Documentation
¶
Overview ¶
Package stringutil provides string manipulation and comparison utilities.
This package implements string utility functions used across AWF for fuzzy matching, typo detection, and suggestion generation. Currently provides Levenshtein distance calculation for finding similar strings.
Key features:
- Levenshtein distance calculation for edit distance measurement
- Closest match finding with configurable threshold
- Unicode-aware string comparison
Core Functions ¶
## LevenshteinDistance (levenshtein.go)
Calculate the minimum edit distance between two strings:
- Insertions, deletions, and substitutions each count as 1 edit
- Returns 0 for identical strings
- Unicode-safe (operates on runes, not bytes)

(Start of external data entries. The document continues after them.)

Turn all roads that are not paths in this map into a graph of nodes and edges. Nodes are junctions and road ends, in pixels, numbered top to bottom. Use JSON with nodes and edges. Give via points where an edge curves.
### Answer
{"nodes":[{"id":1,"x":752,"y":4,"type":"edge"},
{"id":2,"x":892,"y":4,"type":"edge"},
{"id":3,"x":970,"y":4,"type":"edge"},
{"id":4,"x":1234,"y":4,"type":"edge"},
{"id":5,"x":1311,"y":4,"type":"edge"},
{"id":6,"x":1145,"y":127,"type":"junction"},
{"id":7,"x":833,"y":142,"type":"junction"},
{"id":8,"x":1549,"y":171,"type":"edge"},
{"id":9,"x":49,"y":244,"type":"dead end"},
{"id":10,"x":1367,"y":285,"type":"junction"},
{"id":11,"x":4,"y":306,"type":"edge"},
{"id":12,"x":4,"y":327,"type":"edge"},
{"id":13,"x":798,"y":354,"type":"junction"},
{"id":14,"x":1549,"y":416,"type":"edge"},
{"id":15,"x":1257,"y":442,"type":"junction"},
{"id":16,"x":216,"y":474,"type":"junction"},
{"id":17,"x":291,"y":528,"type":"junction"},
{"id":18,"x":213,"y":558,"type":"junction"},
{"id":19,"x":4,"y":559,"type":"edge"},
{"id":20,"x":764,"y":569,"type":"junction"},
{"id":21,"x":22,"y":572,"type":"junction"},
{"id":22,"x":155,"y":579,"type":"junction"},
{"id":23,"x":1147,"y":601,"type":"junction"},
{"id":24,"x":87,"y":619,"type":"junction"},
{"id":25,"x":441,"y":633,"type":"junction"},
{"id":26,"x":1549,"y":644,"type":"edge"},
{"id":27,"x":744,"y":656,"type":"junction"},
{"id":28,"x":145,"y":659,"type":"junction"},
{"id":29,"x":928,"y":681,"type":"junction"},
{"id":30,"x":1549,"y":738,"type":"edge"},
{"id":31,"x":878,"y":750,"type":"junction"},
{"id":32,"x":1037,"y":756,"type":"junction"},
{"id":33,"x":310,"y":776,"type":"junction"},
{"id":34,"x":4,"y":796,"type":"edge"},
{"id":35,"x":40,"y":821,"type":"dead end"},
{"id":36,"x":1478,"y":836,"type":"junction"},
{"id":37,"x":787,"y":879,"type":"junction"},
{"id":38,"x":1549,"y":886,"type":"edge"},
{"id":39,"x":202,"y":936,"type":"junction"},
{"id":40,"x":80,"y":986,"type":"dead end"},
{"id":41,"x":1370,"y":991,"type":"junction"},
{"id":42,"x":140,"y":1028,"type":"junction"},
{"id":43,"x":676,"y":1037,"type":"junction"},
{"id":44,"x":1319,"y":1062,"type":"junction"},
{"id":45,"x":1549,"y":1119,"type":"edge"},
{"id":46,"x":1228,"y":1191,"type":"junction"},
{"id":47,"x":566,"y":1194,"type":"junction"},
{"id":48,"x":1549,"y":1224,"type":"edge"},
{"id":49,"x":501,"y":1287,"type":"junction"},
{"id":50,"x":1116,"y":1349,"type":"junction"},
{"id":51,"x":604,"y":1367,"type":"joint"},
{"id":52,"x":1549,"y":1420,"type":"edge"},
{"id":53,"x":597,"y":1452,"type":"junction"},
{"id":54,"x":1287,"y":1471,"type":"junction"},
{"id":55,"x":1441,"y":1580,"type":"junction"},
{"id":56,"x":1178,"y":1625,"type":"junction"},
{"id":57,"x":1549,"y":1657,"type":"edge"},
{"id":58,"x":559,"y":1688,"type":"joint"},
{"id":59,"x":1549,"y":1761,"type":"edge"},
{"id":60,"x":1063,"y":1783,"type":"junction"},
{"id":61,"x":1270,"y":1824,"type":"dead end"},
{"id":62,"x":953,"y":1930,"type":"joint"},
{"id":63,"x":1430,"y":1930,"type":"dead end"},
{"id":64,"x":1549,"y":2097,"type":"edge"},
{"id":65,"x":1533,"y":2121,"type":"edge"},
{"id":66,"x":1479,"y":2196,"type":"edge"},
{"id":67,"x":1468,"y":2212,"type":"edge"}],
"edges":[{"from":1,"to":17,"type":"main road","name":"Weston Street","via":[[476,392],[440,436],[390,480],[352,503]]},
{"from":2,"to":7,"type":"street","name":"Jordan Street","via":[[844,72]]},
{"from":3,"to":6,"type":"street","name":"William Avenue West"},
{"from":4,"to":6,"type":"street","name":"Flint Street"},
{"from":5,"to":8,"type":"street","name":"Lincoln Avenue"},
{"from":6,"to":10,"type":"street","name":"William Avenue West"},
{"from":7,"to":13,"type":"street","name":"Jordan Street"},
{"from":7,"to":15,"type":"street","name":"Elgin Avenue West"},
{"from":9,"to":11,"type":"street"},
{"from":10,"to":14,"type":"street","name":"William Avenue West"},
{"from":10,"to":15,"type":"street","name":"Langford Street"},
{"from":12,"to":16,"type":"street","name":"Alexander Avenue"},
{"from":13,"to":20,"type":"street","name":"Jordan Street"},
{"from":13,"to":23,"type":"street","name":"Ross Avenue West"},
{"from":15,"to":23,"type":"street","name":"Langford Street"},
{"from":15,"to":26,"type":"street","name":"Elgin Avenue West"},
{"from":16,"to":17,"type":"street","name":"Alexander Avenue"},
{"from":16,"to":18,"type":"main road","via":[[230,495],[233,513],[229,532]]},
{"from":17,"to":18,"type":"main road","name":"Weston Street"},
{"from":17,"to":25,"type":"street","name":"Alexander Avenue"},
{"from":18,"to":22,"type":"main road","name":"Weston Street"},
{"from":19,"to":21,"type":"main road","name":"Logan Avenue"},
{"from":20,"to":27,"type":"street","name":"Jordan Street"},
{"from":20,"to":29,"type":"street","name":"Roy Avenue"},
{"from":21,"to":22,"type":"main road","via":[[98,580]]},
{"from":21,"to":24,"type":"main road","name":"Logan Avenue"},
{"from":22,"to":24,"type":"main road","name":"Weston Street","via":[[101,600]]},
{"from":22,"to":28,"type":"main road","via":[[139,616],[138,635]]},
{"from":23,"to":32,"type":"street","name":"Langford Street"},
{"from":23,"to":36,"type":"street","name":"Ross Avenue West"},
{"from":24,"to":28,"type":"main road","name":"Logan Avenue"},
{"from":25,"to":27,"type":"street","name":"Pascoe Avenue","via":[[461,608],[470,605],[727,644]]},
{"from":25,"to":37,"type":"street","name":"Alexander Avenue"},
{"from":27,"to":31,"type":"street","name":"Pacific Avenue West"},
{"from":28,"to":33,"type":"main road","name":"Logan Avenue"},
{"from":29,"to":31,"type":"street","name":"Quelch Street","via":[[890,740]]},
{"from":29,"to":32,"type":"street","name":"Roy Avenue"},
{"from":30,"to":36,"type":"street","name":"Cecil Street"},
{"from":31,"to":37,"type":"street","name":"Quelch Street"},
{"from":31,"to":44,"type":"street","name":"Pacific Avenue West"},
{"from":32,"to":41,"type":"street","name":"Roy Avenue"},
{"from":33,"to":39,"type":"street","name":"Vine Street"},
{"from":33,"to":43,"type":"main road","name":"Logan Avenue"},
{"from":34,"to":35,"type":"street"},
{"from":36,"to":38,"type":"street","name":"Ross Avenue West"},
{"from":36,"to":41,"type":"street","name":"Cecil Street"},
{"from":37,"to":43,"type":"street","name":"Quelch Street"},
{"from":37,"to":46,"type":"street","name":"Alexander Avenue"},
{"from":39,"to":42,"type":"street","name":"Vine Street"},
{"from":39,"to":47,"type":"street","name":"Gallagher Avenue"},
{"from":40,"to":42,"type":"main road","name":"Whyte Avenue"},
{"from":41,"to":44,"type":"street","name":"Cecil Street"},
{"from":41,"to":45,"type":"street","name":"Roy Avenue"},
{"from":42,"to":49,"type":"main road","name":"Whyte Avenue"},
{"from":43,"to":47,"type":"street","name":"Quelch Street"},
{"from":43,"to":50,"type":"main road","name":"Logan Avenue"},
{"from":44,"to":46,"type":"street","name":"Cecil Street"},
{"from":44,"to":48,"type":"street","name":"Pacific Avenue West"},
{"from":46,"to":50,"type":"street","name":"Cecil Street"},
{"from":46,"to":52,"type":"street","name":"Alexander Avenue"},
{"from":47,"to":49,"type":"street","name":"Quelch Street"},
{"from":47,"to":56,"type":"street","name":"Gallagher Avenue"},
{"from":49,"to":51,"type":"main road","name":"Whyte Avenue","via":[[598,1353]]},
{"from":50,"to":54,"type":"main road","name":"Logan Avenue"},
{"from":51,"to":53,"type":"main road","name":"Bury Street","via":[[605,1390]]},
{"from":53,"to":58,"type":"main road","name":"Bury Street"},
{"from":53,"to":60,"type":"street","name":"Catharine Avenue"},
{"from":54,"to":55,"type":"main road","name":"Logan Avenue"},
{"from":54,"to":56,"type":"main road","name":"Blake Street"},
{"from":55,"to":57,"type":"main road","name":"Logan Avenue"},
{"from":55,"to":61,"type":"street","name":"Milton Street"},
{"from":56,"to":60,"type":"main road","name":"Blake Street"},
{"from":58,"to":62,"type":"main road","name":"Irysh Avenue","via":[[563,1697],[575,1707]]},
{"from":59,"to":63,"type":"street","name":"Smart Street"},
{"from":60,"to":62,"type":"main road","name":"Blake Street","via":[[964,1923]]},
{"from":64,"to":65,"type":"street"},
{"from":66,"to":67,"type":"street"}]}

- Dynamic programming algorithm with O(m*n) time complexity
## ClosestMatch (levenshtein.go)
Find the closest matching string from candidates:
- Returns candidate with smallest edit distance to target
- Configurable threshold for maximum allowed distance
- Returns first match if multiple candidates have same distance
- Returns empty string if no match below threshold
Usage Examples ¶
## Basic Distance Calculation
distance := stringutil.LevenshteinDistance("kitten", "sitting")
// distance: 3 (substitute k->s, substitute e->i, insert g)
distance = stringutil.LevenshteinDistance("hello", "hello")
// distance: 0 (identical)
distance = stringutil.LevenshteinDistance("abc", "xyz")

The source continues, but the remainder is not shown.